Drug exposure in urine and kidney and nephrotoxicity of EBL-1003 (apramycin) in comparison to gentamicin. (a) Concentration of apramycin in mouse urine up to 6 h after administration of EBL-1003. Data blotted as mean ± SD of n = 4 animals. (b) EBL-1003 distribution in mouse kidney at different time points post administration. i–iv, Ion distribution images of apramycin (m/z 540.29) in kidney sections from control (i), 1 h (ii), 2 h (iii), and 4 h (iv) post administration. v-vi, ion distribution of apramycin (m/z 540.29) overlaid on the H&E-stained analysed section from a kidney tissue section 1 h post administration (v) and 2 h post administration (vi). Images were acquired at a lateral resolution of 100 µm (i–iv) and 30 µm (v, vi). Data is normalized to internal standard (kanamycin, m/z 485.24). Data are shown using a rainbow scale scaled to 0-60% of max intensity. (c) Accumulation of apramycin in rat kidneys after repeated dosing of EBL-1003 over 5 to 8 days in comparison to gentamicin (GEN). Tissue concentration was determined 2 h after the final dose. Data blotted as mean ± SD of n = 3 rats receiving five doses each, and n = 5 rats receiving eight doses each. (d) KIM-1 concentration in rat urine after 14 days of repeat dosing. Data blotted as mean ± SD of n = 5 replicates. (e) Adult rat kidney histopathology scoring after 14 days of repeat dosing of gentamicin or EBL-1003. A score of zero is equivalent to “no finding”; 1, minimal; 2, slight; 3, moderate; 4, marked; 5, severe. (f–h) Histopathological cross sections of kidney cortex of adult rats treated with vehicle (f), 30 mg/kg gentamicin showing marked tubular necrosis and regeneration (g), or 50 mg/kg of EBL-1003 showing minimal tubular necrosis and regeneration (h).

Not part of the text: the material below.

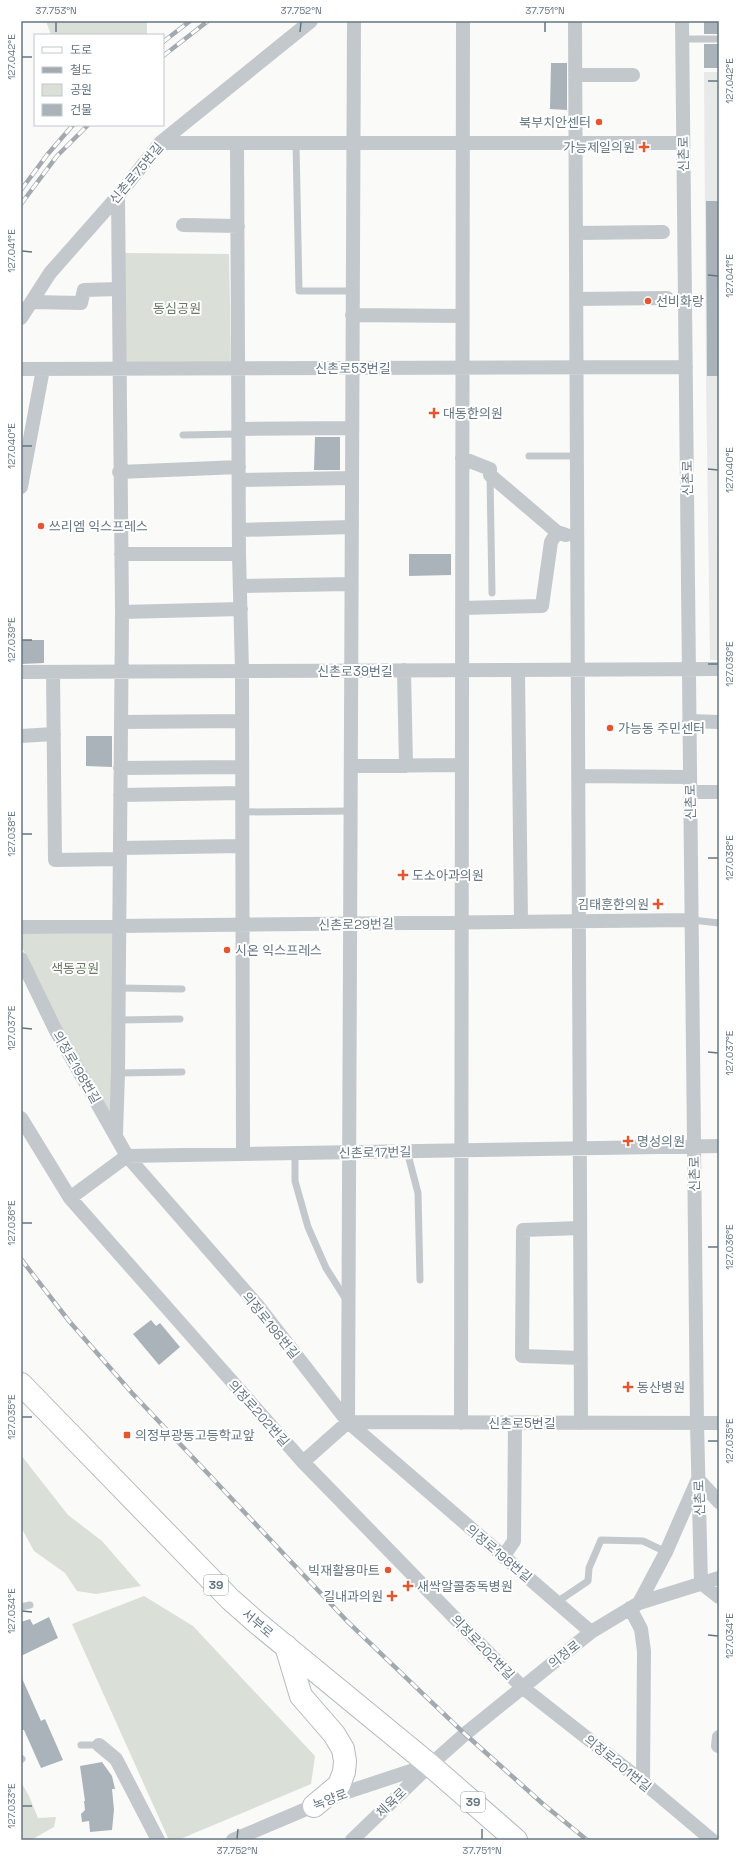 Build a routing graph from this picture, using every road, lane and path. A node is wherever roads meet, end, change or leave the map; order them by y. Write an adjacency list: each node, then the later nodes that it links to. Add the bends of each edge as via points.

Tubular necrosis was characterized by cytoplasmic eosinophilia, nuclear pyknosis or karyorrhexis, and sloughing of affected epithelium into tubular lumina with attenuation of the tubular epithelial layer. Tubular regeneration was observed as basophilic lower epithelium with mitotic activity. Scale bar indicates 100 μm.